- [EXERCISE PROMPT]:
Nothing in the records should be changed in the copy, though the pictures must be left out.

- [THE DATA]:
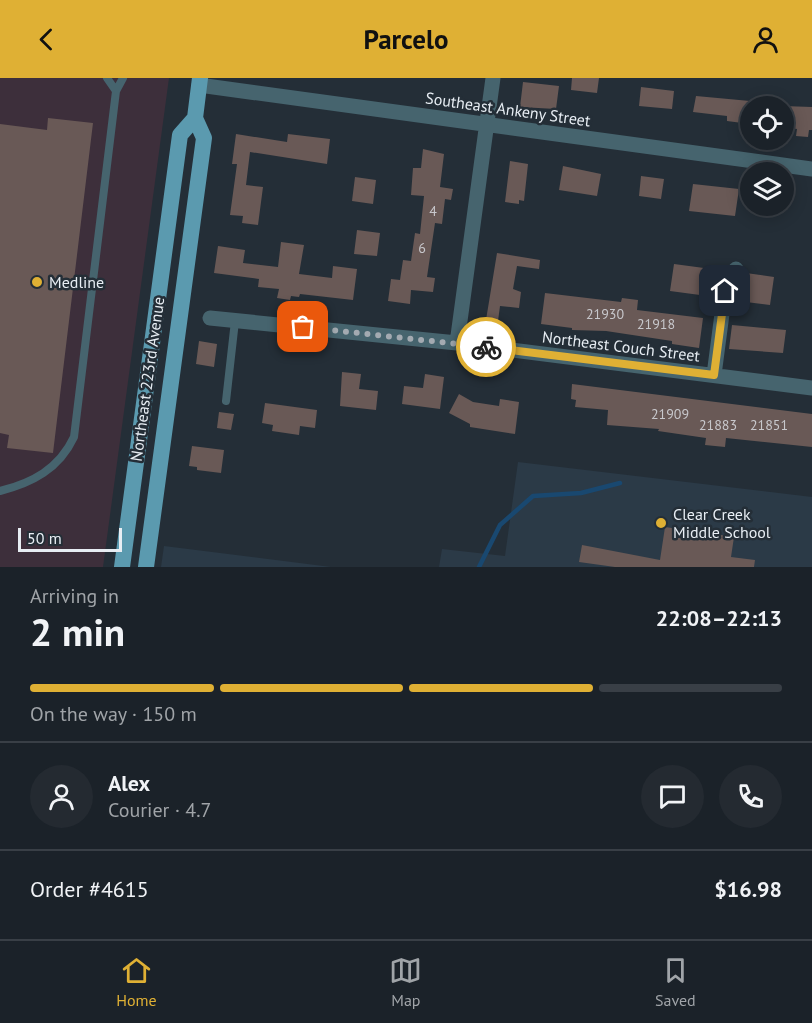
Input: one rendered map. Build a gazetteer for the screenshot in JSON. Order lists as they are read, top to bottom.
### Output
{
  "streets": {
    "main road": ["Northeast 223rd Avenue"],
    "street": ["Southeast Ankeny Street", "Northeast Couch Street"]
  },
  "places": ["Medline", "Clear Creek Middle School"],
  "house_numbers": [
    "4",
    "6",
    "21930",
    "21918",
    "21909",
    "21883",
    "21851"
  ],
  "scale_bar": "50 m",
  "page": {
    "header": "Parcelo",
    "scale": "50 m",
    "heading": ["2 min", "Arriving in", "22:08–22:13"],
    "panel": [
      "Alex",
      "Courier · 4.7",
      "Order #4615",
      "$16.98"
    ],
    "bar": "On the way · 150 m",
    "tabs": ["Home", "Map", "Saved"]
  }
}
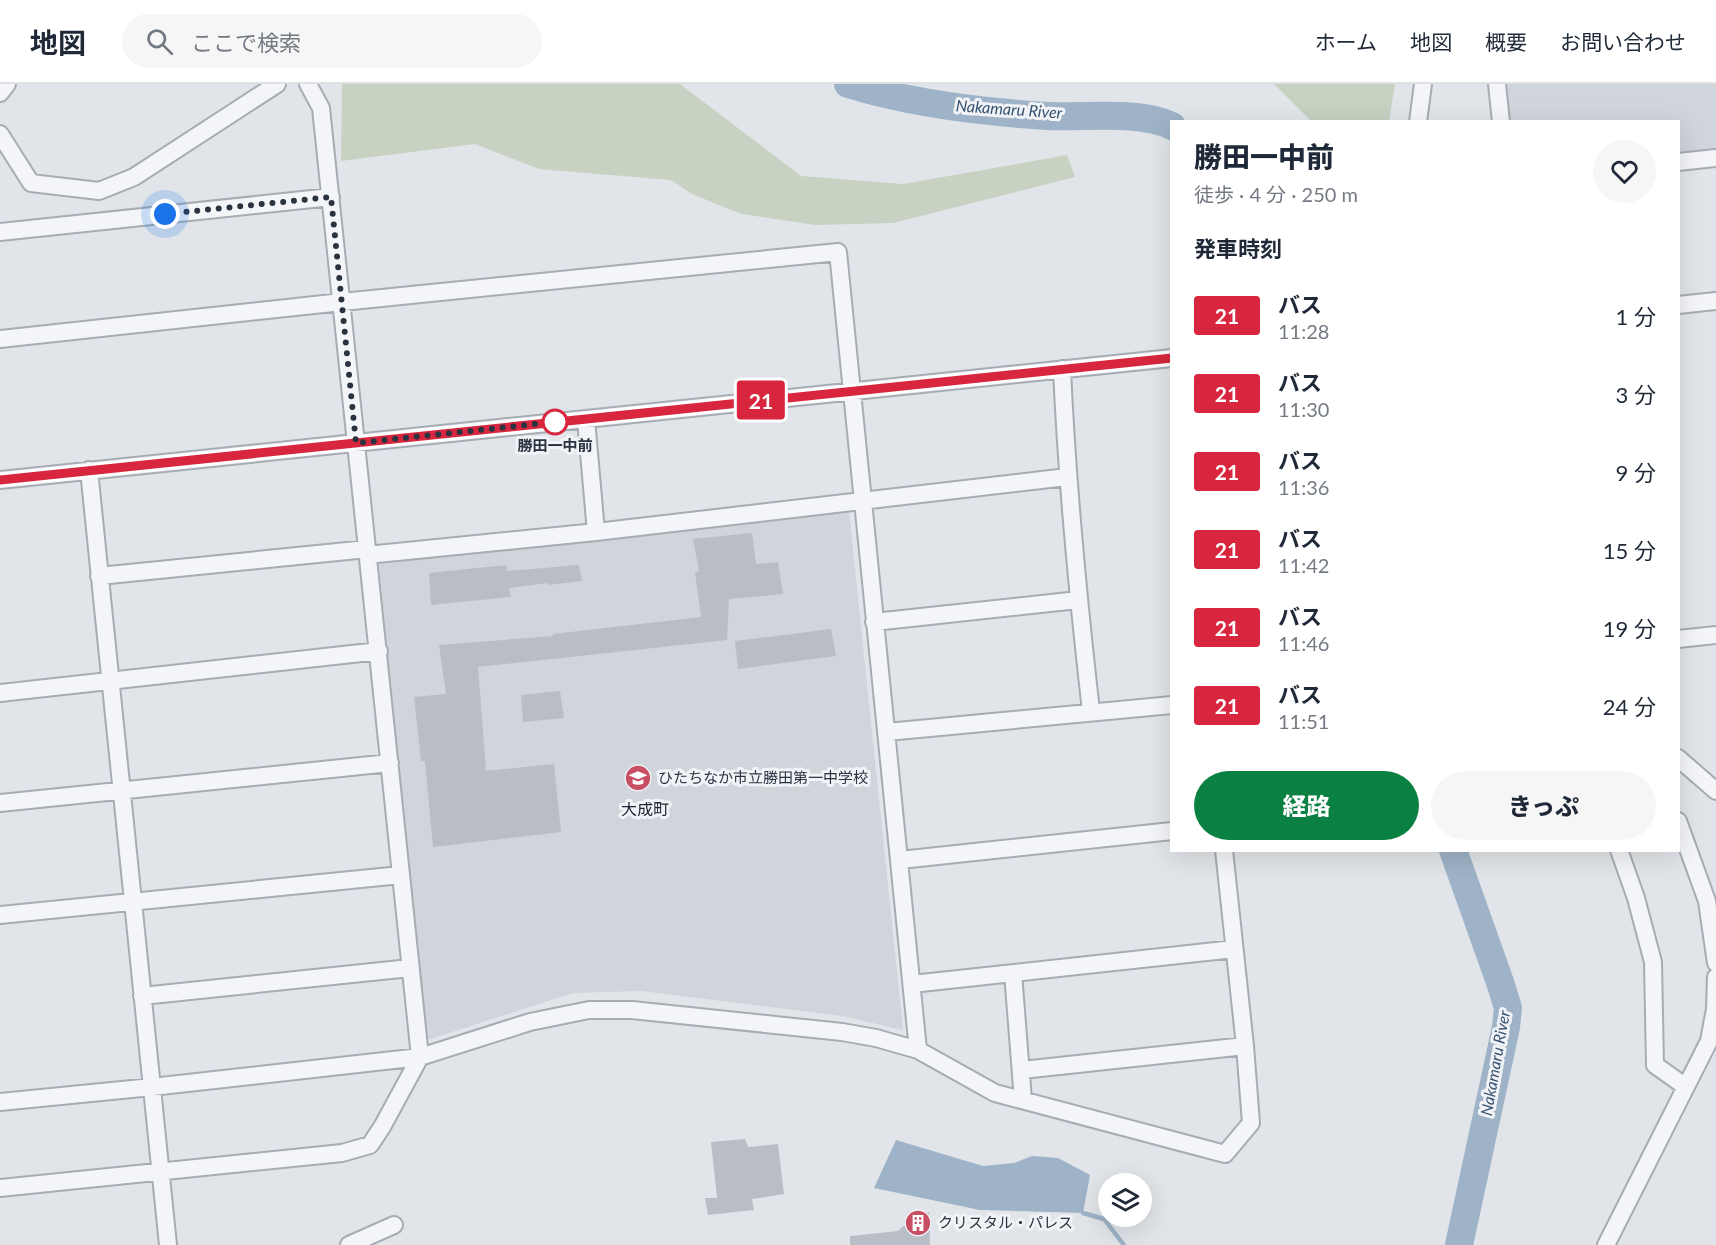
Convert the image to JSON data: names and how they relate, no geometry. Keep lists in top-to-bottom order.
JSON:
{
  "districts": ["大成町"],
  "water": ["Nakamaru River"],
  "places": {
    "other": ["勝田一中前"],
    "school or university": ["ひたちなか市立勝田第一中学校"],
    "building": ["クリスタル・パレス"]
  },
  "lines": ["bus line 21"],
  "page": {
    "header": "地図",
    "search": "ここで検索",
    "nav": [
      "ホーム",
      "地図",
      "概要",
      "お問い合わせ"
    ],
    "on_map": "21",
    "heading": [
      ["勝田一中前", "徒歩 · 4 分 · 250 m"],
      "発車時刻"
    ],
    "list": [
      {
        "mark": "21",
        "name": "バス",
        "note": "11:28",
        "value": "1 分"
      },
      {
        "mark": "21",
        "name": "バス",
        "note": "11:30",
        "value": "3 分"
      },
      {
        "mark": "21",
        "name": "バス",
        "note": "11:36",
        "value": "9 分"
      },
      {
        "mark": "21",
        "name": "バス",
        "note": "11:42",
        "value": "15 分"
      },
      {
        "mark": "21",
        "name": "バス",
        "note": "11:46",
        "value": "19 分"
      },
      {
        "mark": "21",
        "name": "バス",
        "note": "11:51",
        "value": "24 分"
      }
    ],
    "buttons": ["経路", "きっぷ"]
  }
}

- [RESULT FOR THIS EXERCISE]:
Input: one rendered map. Build a gazetteer for the screenshot in JSON. Order lists as they are read, top to bottom.
### Output
{
  "streets": {
    "main road": ["Northeast 223rd Avenue"],
    "street": ["Southeast Ankeny Street", "Northeast Couch Street"]
  },
  "places": ["Medline", "Clear Creek Middle School"],
  "house_numbers": [
    "4",
    "6",
    "21930",
    "21918",
    "21909",
    "21883",
    "21851"
  ],
  "scale_bar": "50 m",
  "page": {
    "header": "Parcelo",
    "scale": "50 m",
    "heading": ["2 min", "Arriving in", "22:08–22:13"],
    "panel": [
      "Alex",
      "Courier · 4.7",
      "Order #4615",
      "$16.98"
    ],
    "bar": "On the way · 150 m",
    "tabs": ["Home", "Map", "Saved"]
  }
}
Convert the image to JSON data: names and how they relate, no geometry. Keep lists in top-to-bottom order.
JSON:
{
  "districts": ["大成町"],
  "water": ["Nakamaru River"],
  "places": {
    "other": ["勝田一中前"],
    "school or university": ["ひたちなか市立勝田第一中学校"],
    "building": ["クリスタル・パレス"]
  },
  "lines": ["bus line 21"],
  "page": {
    "header": "地図",
    "search": "ここで検索",
    "nav": [
      "ホーム",
      "地図",
      "概要",
      "お問い合わせ"
    ],
    "on_map": "21",
    "heading": [
      ["勝田一中前", "徒歩 · 4 分 · 250 m"],
      "発車時刻"
    ],
    "list": [
      {
        "mark": "21",
        "name": "バス",
        "note": "11:28",
        "value": "1 分"
      },
      {
        "mark": "21",
        "name": "バス",
        "note": "11:30",
        "value": "3 分"
      },
      {
        "mark": "21",
        "name": "バス",
        "note": "11:36",
        "value": "9 分"
      },
      {
        "mark": "21",
        "name": "バス",
        "note": "11:42",
        "value": "15 分"
      },
      {
        "mark": "21",
        "name": "バス",
        "note": "11:46",
        "value": "19 分"
      },
      {
        "mark": "21",
        "name": "バス",
        "note": "11:51",
        "value": "24 分"
      }
    ],
    "buttons": ["経路", "きっぷ"]
  }
}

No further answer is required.